After losing my job last year, I found myself in the position of needing the one part of the law I feel is critical, that I cannot be turned down for any pre-existing condition. You see, today, I not only have cancer, but I have various cardiac, pulmonary, spinal, muscular, immunological, gastro-intestinal, and more issues, and without access to health care, I would die.
But whereas the ACA has now made insuring everyone possible, not everyone has been able to just yet. And there still seems to be issues with people getting access to the care they need even if they have insurance. Critical options are still not available to everyone and this is a major flaw in the ACA being denied the best options available when facing a terminal prognosis such as a clinical trial.

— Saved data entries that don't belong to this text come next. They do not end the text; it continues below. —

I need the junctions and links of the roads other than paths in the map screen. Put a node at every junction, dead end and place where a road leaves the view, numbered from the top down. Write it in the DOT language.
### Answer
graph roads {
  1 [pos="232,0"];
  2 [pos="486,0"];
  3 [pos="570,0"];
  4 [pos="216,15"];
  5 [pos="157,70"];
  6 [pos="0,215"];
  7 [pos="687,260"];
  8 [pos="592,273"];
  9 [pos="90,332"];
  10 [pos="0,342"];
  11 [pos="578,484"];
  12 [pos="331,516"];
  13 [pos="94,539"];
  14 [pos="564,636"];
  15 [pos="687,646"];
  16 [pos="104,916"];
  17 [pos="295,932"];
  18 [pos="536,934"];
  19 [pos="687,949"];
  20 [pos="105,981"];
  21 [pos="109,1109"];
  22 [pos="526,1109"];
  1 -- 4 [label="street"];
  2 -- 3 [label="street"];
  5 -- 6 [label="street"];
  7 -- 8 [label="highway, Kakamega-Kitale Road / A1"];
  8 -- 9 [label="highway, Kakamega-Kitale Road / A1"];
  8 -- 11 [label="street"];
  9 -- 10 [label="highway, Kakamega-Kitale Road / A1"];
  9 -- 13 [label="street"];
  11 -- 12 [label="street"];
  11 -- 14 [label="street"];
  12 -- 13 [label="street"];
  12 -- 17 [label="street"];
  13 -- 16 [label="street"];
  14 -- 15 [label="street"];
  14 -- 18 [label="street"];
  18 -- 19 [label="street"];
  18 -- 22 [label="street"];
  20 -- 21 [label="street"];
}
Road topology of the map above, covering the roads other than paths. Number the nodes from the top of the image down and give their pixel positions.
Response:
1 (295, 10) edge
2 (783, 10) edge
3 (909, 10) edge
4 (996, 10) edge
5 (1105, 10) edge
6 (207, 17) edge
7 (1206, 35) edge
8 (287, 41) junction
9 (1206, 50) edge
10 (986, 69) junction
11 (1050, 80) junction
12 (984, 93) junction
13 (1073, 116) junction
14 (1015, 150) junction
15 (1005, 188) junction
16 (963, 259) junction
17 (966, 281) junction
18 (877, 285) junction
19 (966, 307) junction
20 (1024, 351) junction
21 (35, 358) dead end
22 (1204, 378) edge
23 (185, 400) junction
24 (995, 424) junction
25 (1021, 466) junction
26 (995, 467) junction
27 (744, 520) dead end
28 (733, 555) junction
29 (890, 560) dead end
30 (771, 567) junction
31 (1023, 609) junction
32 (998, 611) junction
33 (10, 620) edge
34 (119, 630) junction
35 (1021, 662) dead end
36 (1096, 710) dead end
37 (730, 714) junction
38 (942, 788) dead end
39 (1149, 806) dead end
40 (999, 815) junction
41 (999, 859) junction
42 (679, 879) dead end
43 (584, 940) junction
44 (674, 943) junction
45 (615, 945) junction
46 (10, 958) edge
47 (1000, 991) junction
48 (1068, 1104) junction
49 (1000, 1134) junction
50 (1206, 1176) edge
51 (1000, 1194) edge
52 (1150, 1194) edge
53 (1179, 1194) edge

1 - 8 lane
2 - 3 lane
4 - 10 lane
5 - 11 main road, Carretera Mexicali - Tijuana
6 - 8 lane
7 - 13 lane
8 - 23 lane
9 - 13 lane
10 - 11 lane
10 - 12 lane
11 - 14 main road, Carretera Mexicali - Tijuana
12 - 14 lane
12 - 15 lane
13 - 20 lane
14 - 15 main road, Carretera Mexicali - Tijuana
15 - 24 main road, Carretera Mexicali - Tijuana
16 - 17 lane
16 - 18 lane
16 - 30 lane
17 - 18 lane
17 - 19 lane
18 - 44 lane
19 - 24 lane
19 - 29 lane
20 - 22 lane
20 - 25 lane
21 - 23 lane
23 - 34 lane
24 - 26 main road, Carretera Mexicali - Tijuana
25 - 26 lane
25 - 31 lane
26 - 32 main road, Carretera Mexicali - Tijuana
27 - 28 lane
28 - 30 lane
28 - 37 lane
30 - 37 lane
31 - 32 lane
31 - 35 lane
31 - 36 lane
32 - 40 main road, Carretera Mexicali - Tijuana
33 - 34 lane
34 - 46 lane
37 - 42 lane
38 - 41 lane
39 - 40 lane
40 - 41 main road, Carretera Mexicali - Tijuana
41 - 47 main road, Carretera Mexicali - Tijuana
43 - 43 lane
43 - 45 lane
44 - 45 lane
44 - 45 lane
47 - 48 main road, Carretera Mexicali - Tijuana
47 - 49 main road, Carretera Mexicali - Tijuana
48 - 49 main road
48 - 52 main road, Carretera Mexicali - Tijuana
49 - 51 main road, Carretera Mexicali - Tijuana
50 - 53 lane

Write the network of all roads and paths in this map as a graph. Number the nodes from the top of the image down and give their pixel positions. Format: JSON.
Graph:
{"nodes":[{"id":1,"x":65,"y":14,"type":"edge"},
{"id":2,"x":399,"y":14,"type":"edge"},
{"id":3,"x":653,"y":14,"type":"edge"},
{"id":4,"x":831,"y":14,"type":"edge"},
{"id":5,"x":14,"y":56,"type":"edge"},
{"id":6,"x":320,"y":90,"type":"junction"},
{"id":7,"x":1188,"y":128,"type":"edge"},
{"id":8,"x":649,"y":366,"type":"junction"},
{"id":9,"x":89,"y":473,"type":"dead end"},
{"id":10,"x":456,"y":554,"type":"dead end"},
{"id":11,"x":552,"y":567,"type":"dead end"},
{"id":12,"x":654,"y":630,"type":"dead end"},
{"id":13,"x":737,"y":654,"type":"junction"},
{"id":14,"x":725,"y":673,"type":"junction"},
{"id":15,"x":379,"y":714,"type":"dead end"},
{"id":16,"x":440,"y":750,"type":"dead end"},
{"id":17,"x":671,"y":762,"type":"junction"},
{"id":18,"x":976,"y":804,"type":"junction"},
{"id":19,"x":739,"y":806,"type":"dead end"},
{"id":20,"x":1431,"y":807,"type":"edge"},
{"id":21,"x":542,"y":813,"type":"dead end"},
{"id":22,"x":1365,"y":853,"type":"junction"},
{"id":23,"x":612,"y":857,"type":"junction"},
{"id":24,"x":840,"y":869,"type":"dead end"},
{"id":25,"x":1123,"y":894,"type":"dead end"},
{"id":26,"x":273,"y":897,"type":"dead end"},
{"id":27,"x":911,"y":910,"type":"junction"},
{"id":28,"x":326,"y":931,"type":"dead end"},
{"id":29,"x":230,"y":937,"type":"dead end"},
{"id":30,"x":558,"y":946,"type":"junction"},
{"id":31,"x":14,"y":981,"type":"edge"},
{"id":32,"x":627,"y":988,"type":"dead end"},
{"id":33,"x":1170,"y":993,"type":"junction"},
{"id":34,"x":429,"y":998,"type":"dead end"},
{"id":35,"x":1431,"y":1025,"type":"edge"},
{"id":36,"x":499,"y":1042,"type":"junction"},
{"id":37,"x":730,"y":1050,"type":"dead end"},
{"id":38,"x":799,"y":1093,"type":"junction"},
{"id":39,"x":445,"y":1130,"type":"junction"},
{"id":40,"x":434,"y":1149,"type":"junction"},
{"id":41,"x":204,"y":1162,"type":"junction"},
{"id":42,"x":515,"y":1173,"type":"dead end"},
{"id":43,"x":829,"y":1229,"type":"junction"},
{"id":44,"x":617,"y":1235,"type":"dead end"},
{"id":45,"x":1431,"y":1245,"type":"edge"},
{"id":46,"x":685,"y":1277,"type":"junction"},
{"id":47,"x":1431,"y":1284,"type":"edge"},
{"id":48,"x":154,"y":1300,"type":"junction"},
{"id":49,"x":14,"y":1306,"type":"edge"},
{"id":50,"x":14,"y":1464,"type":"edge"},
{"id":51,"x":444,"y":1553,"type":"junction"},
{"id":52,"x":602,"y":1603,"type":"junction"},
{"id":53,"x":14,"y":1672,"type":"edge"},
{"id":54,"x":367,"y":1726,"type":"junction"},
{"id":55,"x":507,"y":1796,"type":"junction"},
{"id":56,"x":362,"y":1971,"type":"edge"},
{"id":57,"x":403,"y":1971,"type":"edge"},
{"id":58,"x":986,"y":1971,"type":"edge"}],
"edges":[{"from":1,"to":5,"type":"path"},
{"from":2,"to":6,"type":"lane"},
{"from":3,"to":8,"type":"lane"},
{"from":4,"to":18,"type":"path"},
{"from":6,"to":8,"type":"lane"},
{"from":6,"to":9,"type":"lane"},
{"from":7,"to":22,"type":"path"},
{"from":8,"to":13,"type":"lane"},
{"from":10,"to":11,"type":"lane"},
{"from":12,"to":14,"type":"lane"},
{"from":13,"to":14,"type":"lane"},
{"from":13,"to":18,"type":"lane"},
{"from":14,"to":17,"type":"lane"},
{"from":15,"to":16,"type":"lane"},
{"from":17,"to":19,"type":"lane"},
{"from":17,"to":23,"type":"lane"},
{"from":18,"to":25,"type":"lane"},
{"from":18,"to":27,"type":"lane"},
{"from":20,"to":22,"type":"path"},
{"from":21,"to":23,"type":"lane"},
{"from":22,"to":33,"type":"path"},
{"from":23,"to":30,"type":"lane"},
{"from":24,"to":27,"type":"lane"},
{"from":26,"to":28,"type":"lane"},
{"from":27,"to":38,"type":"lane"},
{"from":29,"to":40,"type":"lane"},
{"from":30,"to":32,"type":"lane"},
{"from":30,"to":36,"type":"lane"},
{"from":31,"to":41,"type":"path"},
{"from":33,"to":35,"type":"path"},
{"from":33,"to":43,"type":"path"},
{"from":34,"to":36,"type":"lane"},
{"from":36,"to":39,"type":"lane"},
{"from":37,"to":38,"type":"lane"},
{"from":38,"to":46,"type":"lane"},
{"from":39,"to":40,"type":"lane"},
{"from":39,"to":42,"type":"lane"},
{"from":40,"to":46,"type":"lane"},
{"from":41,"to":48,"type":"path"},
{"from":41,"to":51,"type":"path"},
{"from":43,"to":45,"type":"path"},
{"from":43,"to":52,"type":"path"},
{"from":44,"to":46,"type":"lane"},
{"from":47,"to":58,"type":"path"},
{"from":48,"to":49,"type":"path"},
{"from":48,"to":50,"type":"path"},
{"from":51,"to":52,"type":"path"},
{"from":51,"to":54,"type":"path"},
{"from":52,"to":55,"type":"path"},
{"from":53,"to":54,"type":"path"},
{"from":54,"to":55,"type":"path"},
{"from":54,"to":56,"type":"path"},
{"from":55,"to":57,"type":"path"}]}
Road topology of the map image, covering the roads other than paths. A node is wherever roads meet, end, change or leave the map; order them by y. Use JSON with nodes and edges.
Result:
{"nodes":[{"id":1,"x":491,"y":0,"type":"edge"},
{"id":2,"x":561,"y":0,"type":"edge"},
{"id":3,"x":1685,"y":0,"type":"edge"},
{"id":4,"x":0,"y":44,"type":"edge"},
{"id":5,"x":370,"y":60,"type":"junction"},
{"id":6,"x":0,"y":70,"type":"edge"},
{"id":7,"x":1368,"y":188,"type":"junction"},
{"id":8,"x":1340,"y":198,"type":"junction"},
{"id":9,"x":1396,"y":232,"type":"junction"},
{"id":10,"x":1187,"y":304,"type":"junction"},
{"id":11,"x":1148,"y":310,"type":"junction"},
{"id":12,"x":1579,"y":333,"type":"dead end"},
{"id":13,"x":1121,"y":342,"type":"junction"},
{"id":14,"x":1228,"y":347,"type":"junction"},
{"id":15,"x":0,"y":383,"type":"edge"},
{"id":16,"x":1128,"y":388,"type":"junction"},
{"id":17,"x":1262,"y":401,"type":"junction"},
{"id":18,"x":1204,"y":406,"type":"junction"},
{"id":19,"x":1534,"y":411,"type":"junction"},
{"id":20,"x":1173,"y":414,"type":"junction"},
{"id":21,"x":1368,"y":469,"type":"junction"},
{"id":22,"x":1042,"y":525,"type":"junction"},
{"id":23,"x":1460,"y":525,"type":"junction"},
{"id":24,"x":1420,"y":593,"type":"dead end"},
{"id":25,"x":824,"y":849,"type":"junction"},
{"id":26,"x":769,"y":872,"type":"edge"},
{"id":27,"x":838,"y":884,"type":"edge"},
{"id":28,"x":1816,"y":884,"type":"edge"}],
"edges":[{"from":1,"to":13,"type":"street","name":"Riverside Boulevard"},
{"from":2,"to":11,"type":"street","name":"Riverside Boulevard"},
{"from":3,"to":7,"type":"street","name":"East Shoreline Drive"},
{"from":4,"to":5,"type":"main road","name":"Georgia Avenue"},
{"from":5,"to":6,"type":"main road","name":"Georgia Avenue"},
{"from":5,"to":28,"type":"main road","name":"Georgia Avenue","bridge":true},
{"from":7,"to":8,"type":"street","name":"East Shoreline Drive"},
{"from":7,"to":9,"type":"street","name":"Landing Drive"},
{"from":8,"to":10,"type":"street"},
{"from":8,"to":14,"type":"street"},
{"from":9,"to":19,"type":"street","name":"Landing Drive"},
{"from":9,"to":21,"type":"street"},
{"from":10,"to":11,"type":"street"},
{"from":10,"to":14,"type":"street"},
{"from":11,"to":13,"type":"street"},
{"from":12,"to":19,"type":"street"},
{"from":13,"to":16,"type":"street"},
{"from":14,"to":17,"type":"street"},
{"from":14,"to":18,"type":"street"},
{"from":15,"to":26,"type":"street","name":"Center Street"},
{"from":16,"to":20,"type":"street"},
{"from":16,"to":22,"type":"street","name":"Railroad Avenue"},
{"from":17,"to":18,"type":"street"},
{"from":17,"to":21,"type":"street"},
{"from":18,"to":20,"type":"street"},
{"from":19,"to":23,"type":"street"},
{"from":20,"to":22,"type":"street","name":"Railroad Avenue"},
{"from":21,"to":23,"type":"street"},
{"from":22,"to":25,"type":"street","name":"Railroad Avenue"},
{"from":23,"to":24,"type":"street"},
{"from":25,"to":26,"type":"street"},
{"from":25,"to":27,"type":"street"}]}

And what about those who need assistance to pay for their insurance. A patient can find a non-profit organization to subsidize the insurance premiums, but the insurance company can have a payment policy in place that prevents the non-profit from being able to make the payment, and the patient, who has no source of income otherwise, remains without health insurance. Technically, the patient was allowed to apply for insurance, and though payment was guaranteed through the non-profit, the method of payment was not accepted by the insurance company.
This year, those who have not been able to get insurance yet through the ACA, will now face the penalty phase. Whether it was an active choice not to get covered, or circumstances that led to the lack of coverage, fines will now be imposed at tax-time on your returns for not having coverage. There are all kinds of problems with this ideology. Taking the example of the non-profit above, the patient will now be penalized because the insurance company will not accept the method of payment, which clearly is not the patient’s fault.
The fine will be either $95 or 1% of your income. For many, not carrying the insurance which for a single payer can be as much as $700 per month, clearly it becomes worth the $95 fine or more. The math is simple, if you make less than $9500 per year, your “fine” will be $95, but above $9500 your “fine” will be 1% of your income. But one of the factors that is not considered, the IRS will only look at your income, not your circumstances…unemployed, spousal or child support, or any other extra financial burden. You see, depending on the plan you select, you are still going to be restricted from the care you need. You cannot be turned down if you go to an emergency room, but clearly, extreme methods and quality of care may just be lacking, because of the insurance issue. And this is where the ACA fails, it does not provide everyone with the best medical care when it is needed. But the ACA is better than having nothing because it was at least a direction of moving forward, not one of doing nothing as many of our previous government officials failed to provide.
Bottom line, if you have a problem with the Affordable Care Act, the solution is not repealing it because it is completely wrong to take away the forward progress of the coverage of millions of uninsured, and otherwise uninsurable. Each and every one of us should have access to the same coverage and care as each of our elected officials. And no matter what, our doctors should be left alone to be doctors. They are the ones in the trenches who are physically with the patient, can relate the testing results, and witness the progress of the treatments. But for now, when it comes to health care, the main priority remains not providing the coverage and care, but protecting the profits of the insurance companies and the pharmaceutical industry. You will not convince me any differently.